(Information supplied Opens)

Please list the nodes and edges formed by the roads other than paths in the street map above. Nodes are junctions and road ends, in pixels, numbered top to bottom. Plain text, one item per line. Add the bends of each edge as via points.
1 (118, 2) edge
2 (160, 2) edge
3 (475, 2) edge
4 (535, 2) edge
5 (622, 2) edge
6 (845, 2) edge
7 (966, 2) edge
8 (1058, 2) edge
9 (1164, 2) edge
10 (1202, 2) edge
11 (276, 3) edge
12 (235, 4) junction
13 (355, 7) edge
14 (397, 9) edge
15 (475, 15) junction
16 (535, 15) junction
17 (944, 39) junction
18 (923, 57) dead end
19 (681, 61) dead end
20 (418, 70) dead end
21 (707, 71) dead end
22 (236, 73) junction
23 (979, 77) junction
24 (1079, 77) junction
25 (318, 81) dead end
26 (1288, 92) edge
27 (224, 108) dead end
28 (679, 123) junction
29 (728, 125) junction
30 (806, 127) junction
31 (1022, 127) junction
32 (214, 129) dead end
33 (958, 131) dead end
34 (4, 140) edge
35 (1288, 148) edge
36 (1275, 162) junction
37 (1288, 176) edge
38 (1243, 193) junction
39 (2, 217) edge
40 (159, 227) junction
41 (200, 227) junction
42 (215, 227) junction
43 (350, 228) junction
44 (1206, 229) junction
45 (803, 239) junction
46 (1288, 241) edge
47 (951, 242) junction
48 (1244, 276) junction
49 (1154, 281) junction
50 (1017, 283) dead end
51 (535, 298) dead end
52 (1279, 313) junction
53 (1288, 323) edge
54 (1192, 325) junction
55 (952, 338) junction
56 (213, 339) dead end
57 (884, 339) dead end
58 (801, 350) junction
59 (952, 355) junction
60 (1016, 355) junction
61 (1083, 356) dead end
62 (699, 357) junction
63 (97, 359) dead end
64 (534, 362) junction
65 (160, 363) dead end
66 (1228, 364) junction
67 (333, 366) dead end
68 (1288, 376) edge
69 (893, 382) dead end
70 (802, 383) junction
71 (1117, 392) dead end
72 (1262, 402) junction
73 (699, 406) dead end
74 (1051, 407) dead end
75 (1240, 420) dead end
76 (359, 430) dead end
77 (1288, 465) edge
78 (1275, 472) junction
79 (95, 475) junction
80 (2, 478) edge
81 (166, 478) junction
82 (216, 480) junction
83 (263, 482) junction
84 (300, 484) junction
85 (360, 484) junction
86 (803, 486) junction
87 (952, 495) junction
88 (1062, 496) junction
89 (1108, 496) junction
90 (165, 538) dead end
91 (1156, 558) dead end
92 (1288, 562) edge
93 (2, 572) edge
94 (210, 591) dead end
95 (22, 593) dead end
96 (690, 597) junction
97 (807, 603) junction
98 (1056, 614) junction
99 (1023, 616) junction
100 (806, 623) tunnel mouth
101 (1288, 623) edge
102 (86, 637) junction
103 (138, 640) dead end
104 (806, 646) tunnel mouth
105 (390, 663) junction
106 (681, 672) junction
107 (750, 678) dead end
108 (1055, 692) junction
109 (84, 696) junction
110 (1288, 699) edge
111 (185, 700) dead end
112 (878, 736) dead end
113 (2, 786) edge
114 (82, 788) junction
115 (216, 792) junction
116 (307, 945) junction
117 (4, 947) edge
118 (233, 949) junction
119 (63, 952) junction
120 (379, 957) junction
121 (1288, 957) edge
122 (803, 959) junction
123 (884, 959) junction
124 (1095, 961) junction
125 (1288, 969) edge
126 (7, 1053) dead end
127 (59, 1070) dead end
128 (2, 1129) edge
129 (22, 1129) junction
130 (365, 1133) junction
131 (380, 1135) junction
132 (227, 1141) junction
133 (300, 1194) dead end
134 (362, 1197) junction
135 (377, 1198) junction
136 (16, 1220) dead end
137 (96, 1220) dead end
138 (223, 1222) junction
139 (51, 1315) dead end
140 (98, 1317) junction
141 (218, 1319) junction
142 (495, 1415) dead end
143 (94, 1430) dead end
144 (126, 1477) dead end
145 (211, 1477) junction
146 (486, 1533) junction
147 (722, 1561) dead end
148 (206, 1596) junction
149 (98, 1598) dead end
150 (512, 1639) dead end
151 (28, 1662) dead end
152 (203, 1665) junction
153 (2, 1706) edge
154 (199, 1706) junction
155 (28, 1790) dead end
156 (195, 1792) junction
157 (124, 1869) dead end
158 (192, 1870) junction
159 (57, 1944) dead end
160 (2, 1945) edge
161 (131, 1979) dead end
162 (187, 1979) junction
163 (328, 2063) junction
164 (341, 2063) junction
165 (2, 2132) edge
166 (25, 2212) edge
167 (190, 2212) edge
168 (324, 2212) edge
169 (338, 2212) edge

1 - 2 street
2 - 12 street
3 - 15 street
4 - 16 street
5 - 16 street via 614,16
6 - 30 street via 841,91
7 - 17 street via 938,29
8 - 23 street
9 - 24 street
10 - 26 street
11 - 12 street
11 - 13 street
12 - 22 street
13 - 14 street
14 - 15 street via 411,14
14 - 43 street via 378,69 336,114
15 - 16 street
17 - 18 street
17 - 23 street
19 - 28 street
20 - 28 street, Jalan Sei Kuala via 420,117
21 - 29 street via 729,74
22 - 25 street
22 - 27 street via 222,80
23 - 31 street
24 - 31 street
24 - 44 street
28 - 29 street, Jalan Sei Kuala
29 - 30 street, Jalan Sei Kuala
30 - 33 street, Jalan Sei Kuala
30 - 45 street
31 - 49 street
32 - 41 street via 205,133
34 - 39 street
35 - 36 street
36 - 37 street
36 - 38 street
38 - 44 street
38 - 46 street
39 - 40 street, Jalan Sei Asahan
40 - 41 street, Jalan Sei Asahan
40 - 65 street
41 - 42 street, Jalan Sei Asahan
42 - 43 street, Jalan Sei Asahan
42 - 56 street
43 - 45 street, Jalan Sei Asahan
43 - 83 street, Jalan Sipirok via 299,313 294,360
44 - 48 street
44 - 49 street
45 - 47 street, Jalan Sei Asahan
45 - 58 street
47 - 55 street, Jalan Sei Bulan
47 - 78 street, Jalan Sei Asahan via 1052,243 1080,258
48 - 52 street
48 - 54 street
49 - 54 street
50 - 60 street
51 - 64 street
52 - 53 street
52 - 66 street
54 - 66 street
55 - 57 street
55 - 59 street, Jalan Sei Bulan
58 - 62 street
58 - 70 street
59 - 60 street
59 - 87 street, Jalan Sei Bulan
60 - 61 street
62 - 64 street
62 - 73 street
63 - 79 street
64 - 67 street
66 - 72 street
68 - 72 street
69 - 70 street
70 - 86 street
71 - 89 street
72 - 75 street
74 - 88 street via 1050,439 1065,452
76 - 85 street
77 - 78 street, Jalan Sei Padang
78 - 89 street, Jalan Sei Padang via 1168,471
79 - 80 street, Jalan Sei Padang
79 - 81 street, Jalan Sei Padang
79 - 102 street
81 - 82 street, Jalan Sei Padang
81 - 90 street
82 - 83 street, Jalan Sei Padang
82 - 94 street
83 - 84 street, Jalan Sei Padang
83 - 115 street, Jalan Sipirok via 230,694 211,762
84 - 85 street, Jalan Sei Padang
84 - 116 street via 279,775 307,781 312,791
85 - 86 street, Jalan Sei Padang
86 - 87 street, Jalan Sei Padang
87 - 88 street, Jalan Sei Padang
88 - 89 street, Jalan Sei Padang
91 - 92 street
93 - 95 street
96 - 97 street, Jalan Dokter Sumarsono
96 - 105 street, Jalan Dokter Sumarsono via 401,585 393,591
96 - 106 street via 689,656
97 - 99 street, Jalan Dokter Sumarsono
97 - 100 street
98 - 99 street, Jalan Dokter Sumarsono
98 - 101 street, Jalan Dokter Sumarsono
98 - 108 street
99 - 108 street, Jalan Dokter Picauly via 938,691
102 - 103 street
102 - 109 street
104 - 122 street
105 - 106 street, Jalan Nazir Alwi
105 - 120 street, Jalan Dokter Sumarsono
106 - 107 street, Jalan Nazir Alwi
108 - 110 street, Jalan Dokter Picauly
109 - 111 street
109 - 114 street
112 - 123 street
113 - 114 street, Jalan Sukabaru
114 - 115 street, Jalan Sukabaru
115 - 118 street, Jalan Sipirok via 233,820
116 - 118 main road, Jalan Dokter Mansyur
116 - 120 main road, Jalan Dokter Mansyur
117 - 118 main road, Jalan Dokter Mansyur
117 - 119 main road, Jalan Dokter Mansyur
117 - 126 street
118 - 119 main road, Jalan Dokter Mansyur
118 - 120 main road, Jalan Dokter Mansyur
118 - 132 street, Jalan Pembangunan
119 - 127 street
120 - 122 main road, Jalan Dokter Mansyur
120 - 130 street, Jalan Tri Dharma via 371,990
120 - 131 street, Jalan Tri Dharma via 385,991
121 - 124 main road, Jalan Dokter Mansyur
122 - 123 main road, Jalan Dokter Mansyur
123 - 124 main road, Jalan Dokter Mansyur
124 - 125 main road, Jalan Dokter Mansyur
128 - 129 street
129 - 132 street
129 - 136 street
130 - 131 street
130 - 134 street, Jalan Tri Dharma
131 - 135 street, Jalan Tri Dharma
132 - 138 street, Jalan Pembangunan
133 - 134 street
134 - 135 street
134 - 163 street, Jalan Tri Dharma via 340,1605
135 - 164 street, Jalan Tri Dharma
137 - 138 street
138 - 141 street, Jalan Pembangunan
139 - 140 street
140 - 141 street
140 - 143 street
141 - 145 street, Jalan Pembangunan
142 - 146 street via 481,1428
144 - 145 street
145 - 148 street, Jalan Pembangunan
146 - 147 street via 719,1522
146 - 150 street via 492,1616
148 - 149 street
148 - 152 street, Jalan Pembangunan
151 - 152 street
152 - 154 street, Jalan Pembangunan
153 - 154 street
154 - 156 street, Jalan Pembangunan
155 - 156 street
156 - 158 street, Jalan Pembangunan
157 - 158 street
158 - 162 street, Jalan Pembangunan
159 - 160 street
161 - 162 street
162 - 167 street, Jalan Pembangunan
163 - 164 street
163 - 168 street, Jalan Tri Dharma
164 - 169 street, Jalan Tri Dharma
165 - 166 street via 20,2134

(Information supplied Closes)

Extract all lines of the records above that include "Nazir".

| Exercise output |
105 - 106 street, Jalan Nazir Alwi
106 - 107 street, Jalan Nazir Alwi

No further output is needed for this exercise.